In contrast to our results, a double-blind clinical trial studied the effect of decaffeinated green tea extract (856 mg of EGCG) on obese individuals with type 2 diabetes [30]. No significant differences were reported between the EGCG and placebo groups in FBS and lipid profile (TG, Chol, HDL and LDL). However, a significant reduction in WC, HbA1c, insulin and HOMA-IR levels was reported after EGCG intervention compared to baseline [30]. Also, Mielgo-Ayuso et al. examined the effects of EGCG (300 mg/day for 12 weeks) in obese women. No significant difference was reported in the weight, fat mass, energy and fat metabolism, TG, cholesterol and LDL, or insulin resistance after EGCG intervention [31]. These discrepancies in results might be due to the different dosages, duration of the intervention, sample size, and clinical characteristics of the patients at baseline.

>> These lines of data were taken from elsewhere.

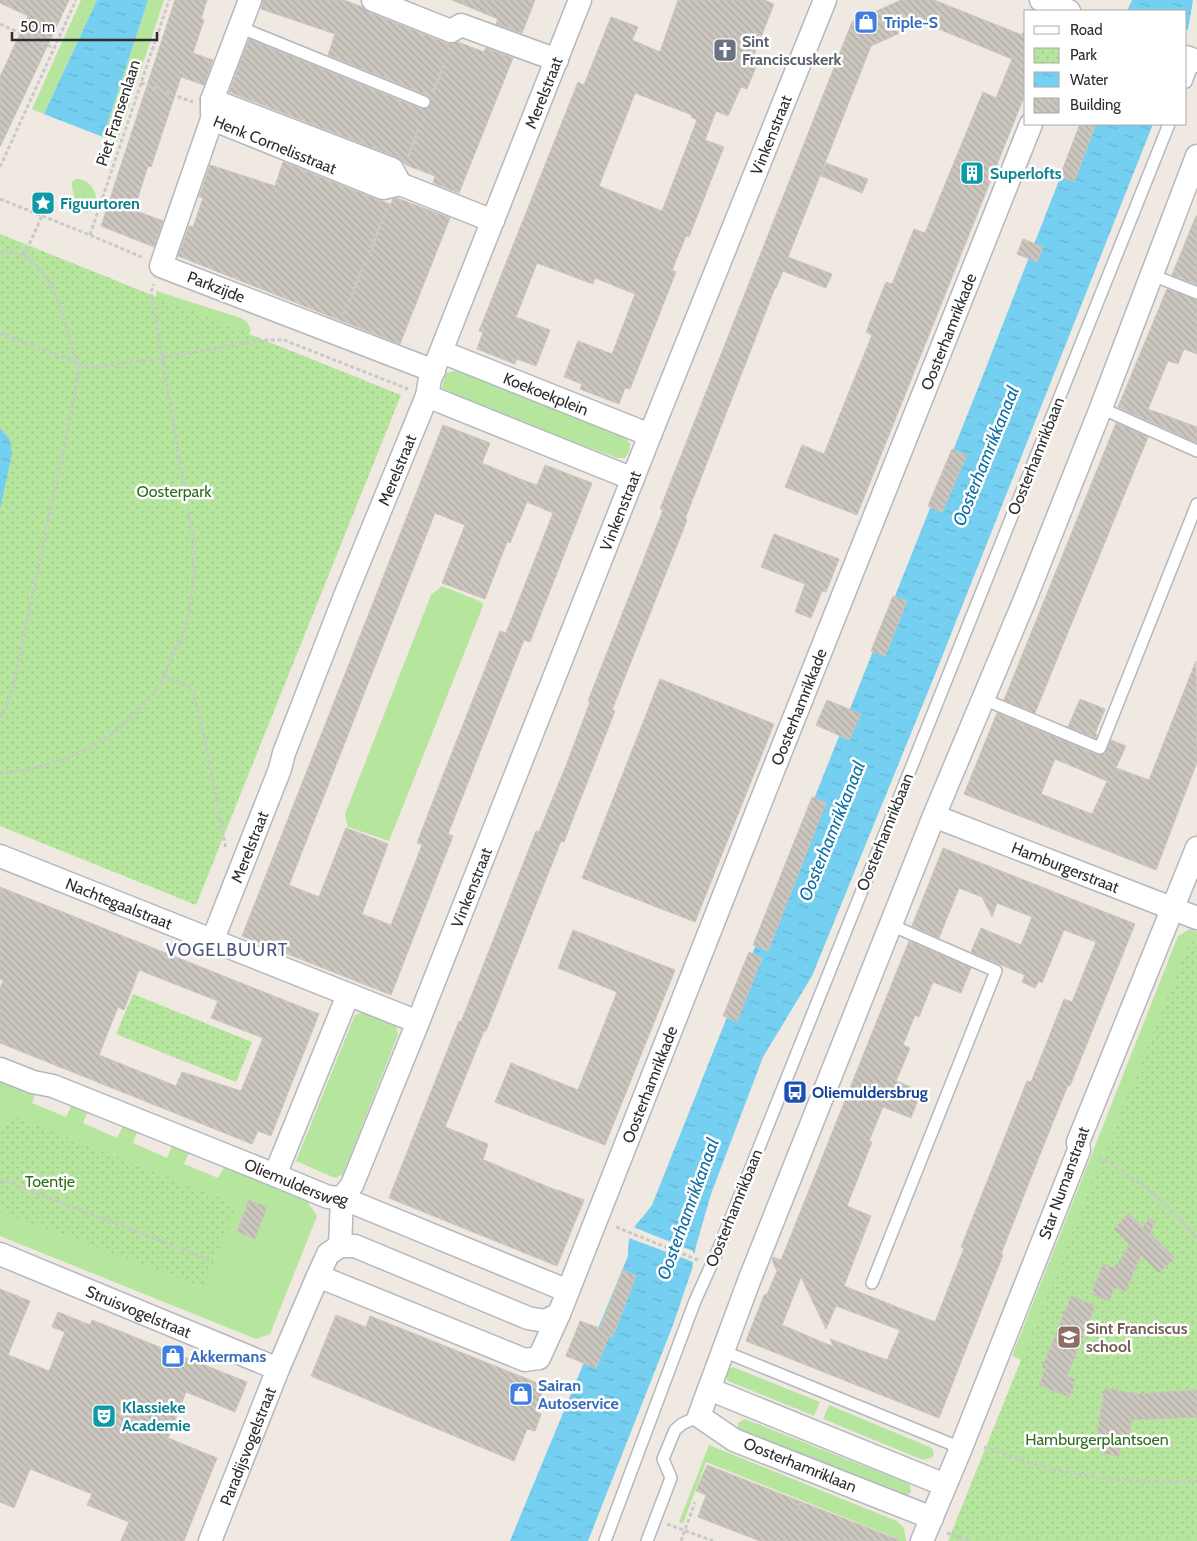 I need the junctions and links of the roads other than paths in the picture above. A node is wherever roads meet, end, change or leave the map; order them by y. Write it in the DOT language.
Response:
graph roads {
  1 [pos="250,0"];
  2 [pos="373,0"];
  3 [pos="580,0"];
  4 [pos="825,0"];
  5 [pos="1041,0"];
  6 [pos="1066,10"];
  7 [pos="239,27"];
  8 [pos="1194,58"];
  9 [pos="557,60"];
  10 [pos="1187,79"];
  11 [pos="424,102"];
  12 [pos="212,109"];
  13 [pos="1032,125"];
  14 [pos="1169,125"];
  15 [pos="1197,156"];
  16 [pos="493,221"];
  17 [pos="161,266"];
  18 [pos="1152,276"];
  19 [pos="1197,293"];
  20 [pos="433,375"];
  21 [pos="1101,408"];
  22 [pos="650,436"];
  23 [pos="1197,451"];
  24 [pos="633,479"];
  25 [pos="1197,504"];
  26 [pos="983,699"];
  27 [pos="934,816"];
  28 [pos="1197,848"];
  29 [pos="0,856"];
  30 [pos="1171,909"];
  31 [pos="1197,918"];
  32 [pos="891,925"];
  33 [pos="213,940"];
  34 [pos="348,995"];
  35 [pos="418,1022"];
  36 [pos="0,1069"];
  37 [pos="275,1175"];
  38 [pos="342,1198"];
  39 [pos="340,1246"];
  40 [pos="0,1254"];
  41 [pos="318,1276"];
  42 [pos="872,1283"];
  43 [pos="568,1291"];
  44 [pos="559,1314"];
  45 [pos="723,1351"];
  46 [pos="278,1369"];
  47 [pos="709,1389"];
  48 [pos="699,1416"];
  49 [pos="961,1448"];
  50 [pos="945,1485"];
  51 [pos="932,1518"];
  52 [pos="210,1541"];
  53 [pos="605,1541"];
  54 [pos="647,1541"];
  55 [pos="922,1541"];
  1 -- 7 [label="street"];
  2 -- 9 [label="street"];
  3 -- 9 [label="street, Merelstraat"];
  4 -- 22 [label="street, Vinkenstraat"];
  5 -- 6 [label="street"];
  7 -- 11 [label="lane"];
  7 -- 12 [label="street"];
  8 -- 10 [label="lane"];
  9 -- 16 [label="street, Merelstraat"];
  12 -- 16 [label="street, Henk Cornelisstraat"];
  12 -- 17 [label="street, Henk Cornelisstraat"];
  13 -- 43 [label="street, Oosterhamrikkade"];
  14 -- 53 [label="lane, Oosterhamrikbaan"];
  15 -- 18 [label="street"];
  16 -- 20 [label="street, Merelstraat"];
  17 -- 20 [label="street, Parkzijde"];
  18 -- 19 [label="lane"];
  18 -- 21 [label="street"];
  20 -- 22 [label="street, Koekoekplein"];
  20 -- 24 [label="street"];
  20 -- 33 [label="street, Merelstraat"];
  21 -- 23 [label="lane"];
  21 -- 26 [label="street"];
  22 -- 24 [label="street, Vinkenstraat"];
  24 -- 35 [label="street, Vinkenstraat"];
  25 -- 26 [label="lane"];
  26 -- 27 [label="street"];
  27 -- 30 [label="street, Hamburgerstraat"];
  27 -- 32 [label="street"];
  28 -- 30 [label="street, Star Numanstraat"];
  29 -- 33 [label="street, Nachtegaalstraat"];
  30 -- 31 [label="street, Hamburgerstraat"];
  30 -- 49 [label="street, Star Numanstraat"];
  32 -- 42 [label="lane"];
  32 -- 45 [label="street"];
  33 -- 34 [label="street, Nachtegaalstraat"];
  34 -- 35 [label="street"];
  34 -- 37 [label="street"];
  35 -- 38 [label="street, Vinkenstraat"];
  36 -- 37 [label="street, Oliemuldersweg"];
  37 -- 38 [label="street, Oliemuldersweg"];
  38 -- 39 [label="street, Vinkenstraat"];
  38 -- 43 [label="street, Oliemuldersweg"];
  39 -- 41 [label="street, Paradijsvogelstraat"];
  39 -- 44 [label="street"];
  40 -- 46 [label="street, Struisvogelstraat"];
  41 -- 44 [label="street"];
  41 -- 46 [label="street, Paradijsvogelstraat"];
  43 -- 44 [label="street"];
  45 -- 47 [label="street"];
  45 -- 49 [label="lane"];
  46 -- 52 [label="street, Paradijsvogelstraat"];
  47 -- 48 [label="street"];
  47 -- 50 [label="street"];
  48 -- 51 [label="street, Oosterhamriklaan"];
  48 -- 54 [label="lane"];
  49 -- 50 [label="street, Star Numanstraat"];
  50 -- 51 [label="street, Star Numanstraat"];
  51 -- 55 [label="street, Star Numanstraat"];
}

In our study, intervention of EGCG caused a significant reduction in DBP level. In the context, most previous studies were consistent with our results. A meta-analysis suggested that green tea consumption significantly decreased SBP (–1.98 mm Hg) and DBP (–1.92 mm Hg) levels compared with the placebo group [32]. Furthermore, a meta-analysis (thirteen studies) reported that green tea and its catechins can improve blood pressure (SBP, by –2.08 mm Hg, and DBP, by –1.71 mm Hg), and the effects may be greater in people with hypertension (SBP ≥ 130 mm Hg) [33]. In another study, Han et al. reported that EGCG inhibited caffeine-induced cardiovascular activity such as arterial pressure and heart rate [34]. Epigallocatechin-3-gallate reduces blood pressure through several mechanisms such as: maintaining vascular tone through balancing vasoconstricting and vasodilating substances [35], improving ventricular function and increasing nitric oxide production from endothelium [36] and reducing oxidative stress and managing the generation of ROS through inducing antioxidant enzymes and inhibiting pro-oxidant enzymes [37].

The present study is among the first clinical trials to investigate the effects of genotype-intervention interaction for the FTO-rs9939609 polymorphism on response to EGCG supplementation on metabolic and inflammatory changes in T2DM.

In conclusion, the results of this study show that intervention with EGCG supplements for 2 months in patients with T2DM had a significant improvement on BMI and DBP in A allele carriers of FTO-rs9939609 polymorphism, a high-risk group for T2DM; however, it did not affect inflammation and other lipid profiles. This study suggests that administration of EGCG supplement may provide an advantageous therapy for patients with T2DM by using genome-customized approaches.